What is required: When you retype the entries, keep each one exact and leave out the pictures.

Stored items:
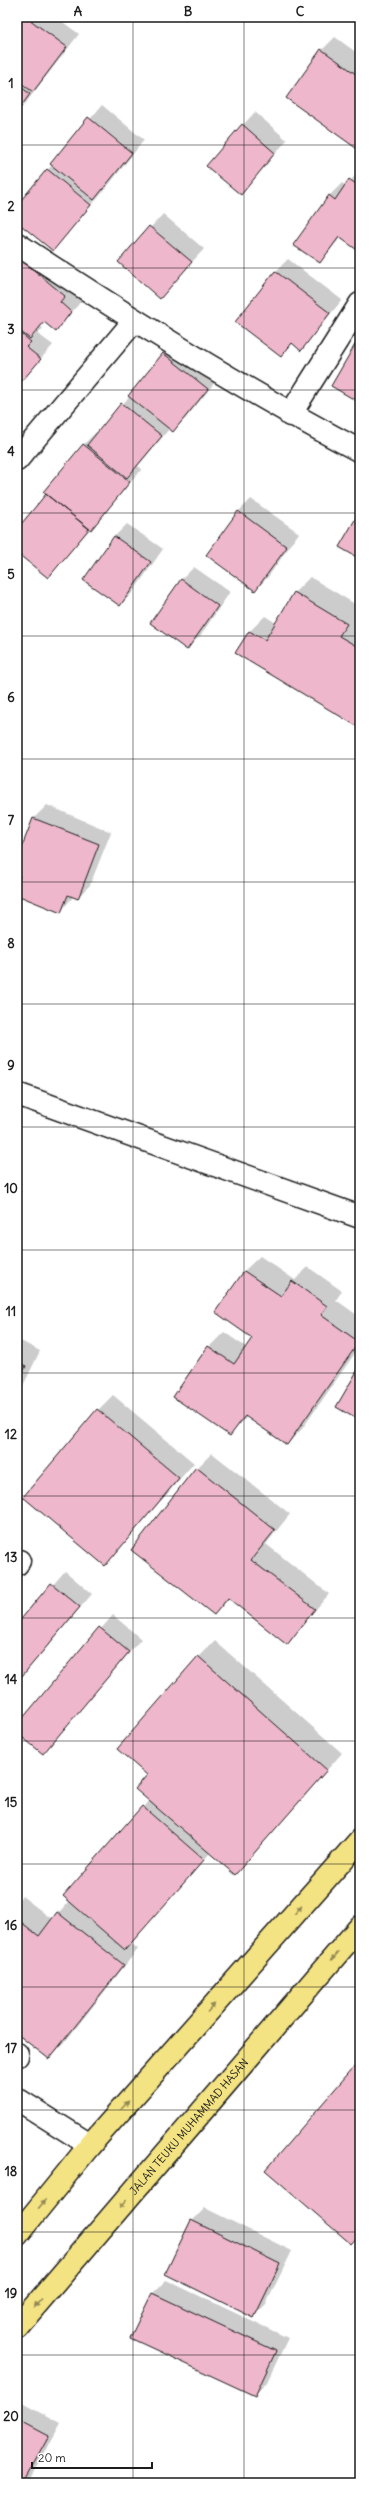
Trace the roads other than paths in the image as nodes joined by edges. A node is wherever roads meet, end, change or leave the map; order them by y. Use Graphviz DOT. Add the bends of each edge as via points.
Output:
graph roads {
  1 [pos="17,244"];
  2 [pos="360,304"];
  3 [pos="134,321"];
  4 [pos="290,415"];
  5 [pos="360,451"];
  6 [pos="17,460"];
  7 [pos="17,1094"];
  8 [pos="360,1217"];
  9 [pos="360,1840"];
  10 [pos="360,1926"];
  11 [pos="17,2099"];
  12 [pos="90,2145"];
  13 [pos="17,2235"];
  14 [pos="17,2327"];
  1 -- 3 [label="street"];
  2 -- 4 [label="street"];
  3 -- 4 [label="street"];
  3 -- 6 [label="street"];
  4 -- 5 [label="street"];
  7 -- 8 [label="street"];
  12 -- 9 [label="highway, one-way"];
  10 -- 14 [label="highway, JALAN TEUKU MUHAMMAD HASAN, one-way"];
  11 -- 12 [label="street"];
  13 -- 12 [label="highway, one-way"];
}
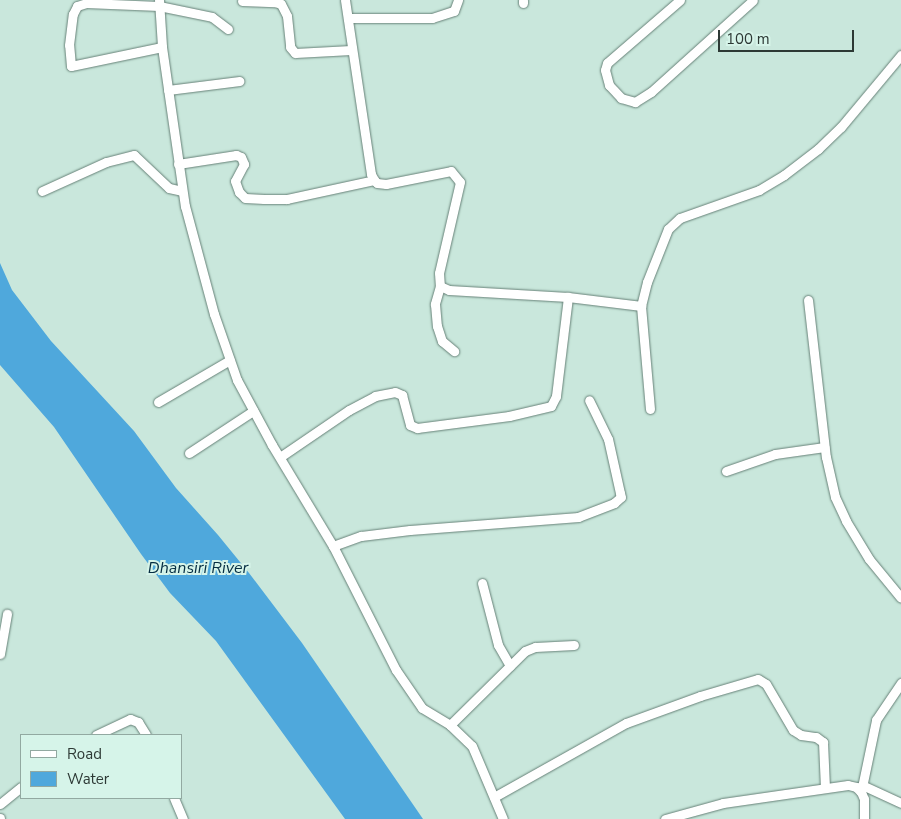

Output:
Trace the roads other than paths in the image as nodes joined by edges. A node is wherever roads meet, end, change or leave the map; order them by y. Use Graphviz DOT. Add the bends of each edge as via points.
Output:
graph roads {
  1 [pos="17,244"];
  2 [pos="360,304"];
  3 [pos="134,321"];
  4 [pos="290,415"];
  5 [pos="360,451"];
  6 [pos="17,460"];
  7 [pos="17,1094"];
  8 [pos="360,1217"];
  9 [pos="360,1840"];
  10 [pos="360,1926"];
  11 [pos="17,2099"];
  12 [pos="90,2145"];
  13 [pos="17,2235"];
  14 [pos="17,2327"];
  1 -- 3 [label="street"];
  2 -- 4 [label="street"];
  3 -- 4 [label="street"];
  3 -- 6 [label="street"];
  4 -- 5 [label="street"];
  7 -- 8 [label="street"];
  12 -- 9 [label="highway, one-way"];
  10 -- 14 [label="highway, JALAN TEUKU MUHAMMAD HASAN, one-way"];
  11 -- 12 [label="street"];
  13 -- 12 [label="highway, one-way"];
}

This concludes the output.